Because transforming growth factor-β (TGF-β1) induces differentiation of fibroblasts to myofibroblasts, we developed a protocol to evaluate alveolar macrophage-derived TGF-β1 regulation of lung fibroblast differentiation (Larson-Casey et al., 2016). The protocol evaluates the ability of mouse bronchoalveolar lavage (BAL) fluid to alter fibroblast differentiation. Fibroblast differentiation was measured by the expression of α-smooth muscle actin (α-SMA).

Background

Alveolar macrophages play an integral role in pulmonary fibrosis development by increasing the expression of TGF-β1 (He et al., 2011).
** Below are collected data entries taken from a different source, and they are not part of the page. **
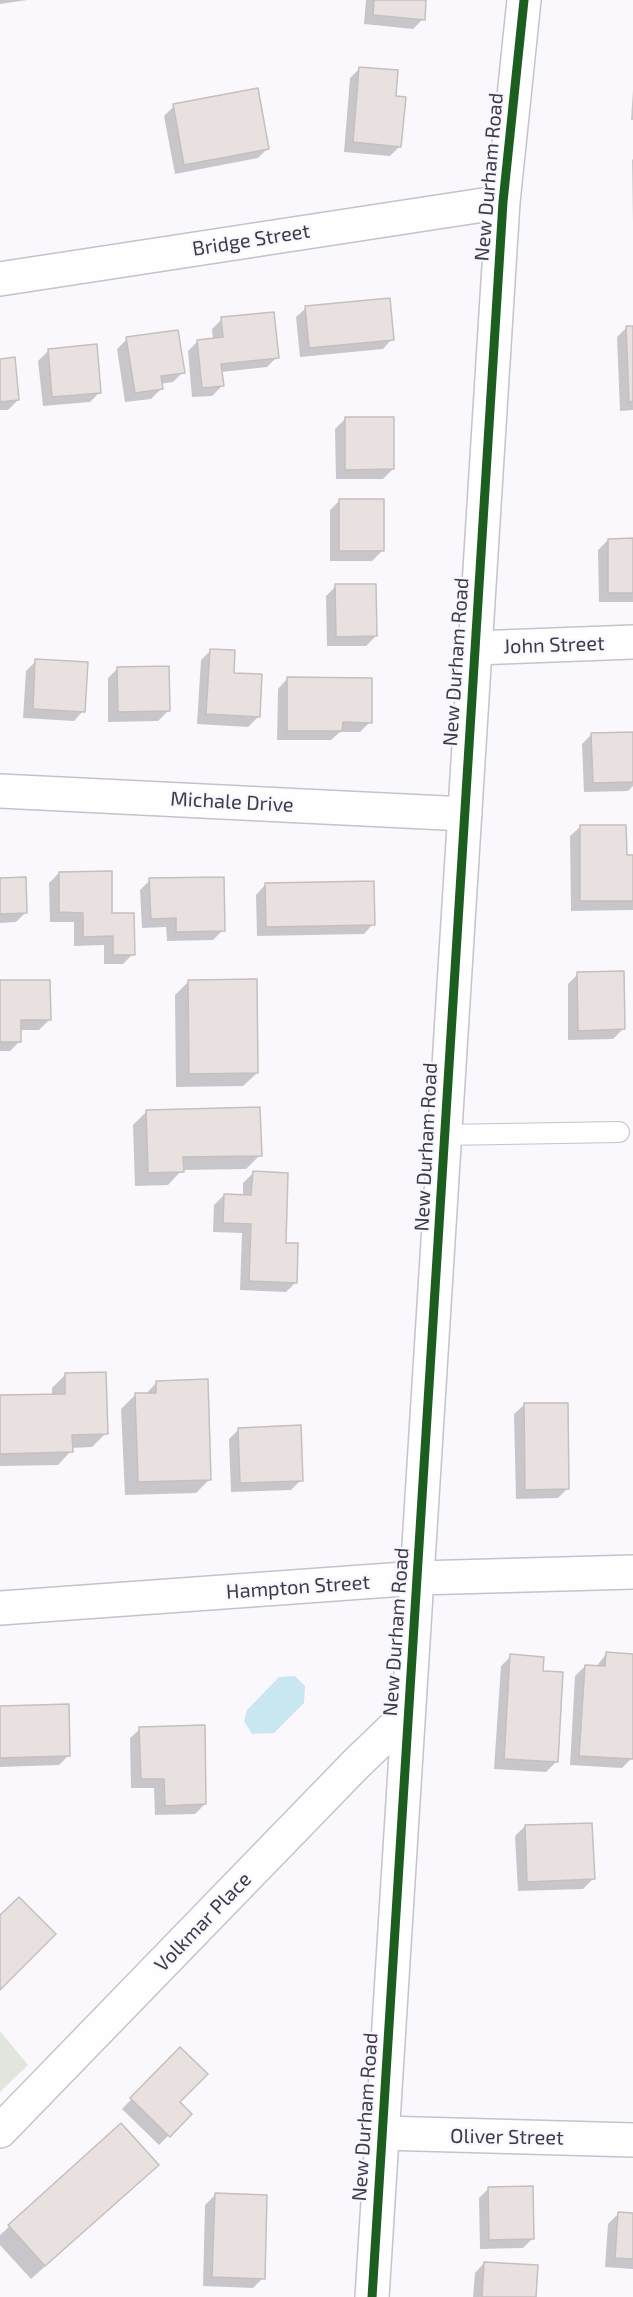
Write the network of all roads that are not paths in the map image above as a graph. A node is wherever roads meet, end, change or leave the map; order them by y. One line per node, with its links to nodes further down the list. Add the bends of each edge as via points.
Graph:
1 (524, 0): 2 (street, New Durham Road)
2 (503, 202): 3 (street, Bridge Street); 5 (street, New Durham Road)
3 (0, 279)
4 (633, 642): 5 (street, John Street)
5 (475, 648): 7 (street, New Durham Road)
6 (0, 790): 7 (street, Michale Drive)
7 (465, 814): 9 (street, New Durham Road)
8 (619, 1132): 9 (lane)
9 (444, 1135): 11 (street, New Durham Road)
10 (633, 1572): 11 (street, Hampton Street)
11 (418, 1578): 12 (street, Hampton Street); 13 (street, New Durham Road)
12 (0, 1608)
13 (408, 1714): 14 (street, Volkmar Place); 15 (street, New Durham Road)
14 (0, 2131)
15 (382, 2133): 16 (street, Oliver Street); 17 (street, New Durham Road)
16 (633, 2140)
17 (372, 2297)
Our prior data demonstrate that alveolar macrophages are a critical source of TGF-β1 as mice harboring a conditional deletion of TGF-β1 in macrophages were protected from pulmonary fibrosis (Larson-Casey et al., 2016). The expression of α-SMA is a defining feature of myofibroblasts, and TGF-β1 is a well-characterized pro-fibrotic mediator that induces transformation of fibroblasts to myofibroblasts both in vitro (Desmoulière et al., 1993) and in vivo (Sime et al., 1997). Prior studies exposed fibroblasts to recombinant TGF-β1 to show its effect on differentiation and function (Horowitz et al., 2007). Here we have developed a protocol for determining the ability of mouse BAL fluid to alter the differentiation of human lung fibroblasts to myofibroblasts, the cells that produce extracellular matrix proteins.

Materials and Reagents

6-well cell culture plates (Corning, Costar^®, catalog number: 3516 )
Normal human fibroblasts (IMR-90) (ATCC, catalog number: CCL-186 )
DMEM
Fetal bovine serum (FBS) (Thermo Fisher Scientific, Gibco^TM, catalog number: 26140095 )
Penicillin-streptomycin (10,000 U/ml, 10,000 µg/ml) (Thermo Fisher Scientific, Gibco^TM, catalog number: 15140122 )
Amphotericin B (Thermo Fisher Scientific, Gibco^TM, catalog number: 15290018 )
RPMI 1640 medium, no phenol red (Thermo Fisher Scientific, Gibco^TM, catalog number: 11835030 )
DPBS (Thermo Fisher Scientific, Gibco^TM, catalog number: 14190144 )
NP-40
Sodium chloride (NaCl)
Protease inhibitor tablets (Sigma-Aldrich, catalog number: 11836170001 )
Phosphatase inhibitor (EMD Millipore, catalog number: 524625 )
α-SMA antibody (American Research Products, catalog number: 03-61001 )
β-actin antibody (Sigma-Aldrich, catalog number: A5441 )
Tween 20
Fibroblast culture media (see Recipes)
Lysis buffer (see Recipes)

Equipment

Cell culture incubator, 37 °C, 5% CO₂: 95% air atmosphere (Thermo Fisher Scientific, Forma^TM, model: Direct Heat CO₂ Incubator )

Procedure

Seed fibroblasts at a density of 1 x 10⁶ per well of a 6-well cell culture plate in a total volume of 1 ml. Allow cells to adhere to cell culture plate (2-6 h).
Harvest bronchoalveolar lavage (BAL) fluid from mice (Han and Ziegler, 2013). Mice can be treated with bleomycin (1.75 U/kg) or saline as a negative control. Determine the protein concentration of bronchoalveolar lavage (BAL) fluid. Using RPMI 1640 media, normalize all BAL samples to the same protein concentration in a total volume of 1 ml.
Notes:

Typically, 0.5-1 ml of BAL fluid is used and RPMI is used to normalize the protein concentration to a final total volume of 1 ml.
Alternatively, this assay can be performed in vitro using conditioned media from macrophage cell lines or bone marrow derived macrophages. Harvest the conditioned media from macrophages post-transfection or post-treatment, using 1 million cells per 1 ml of media.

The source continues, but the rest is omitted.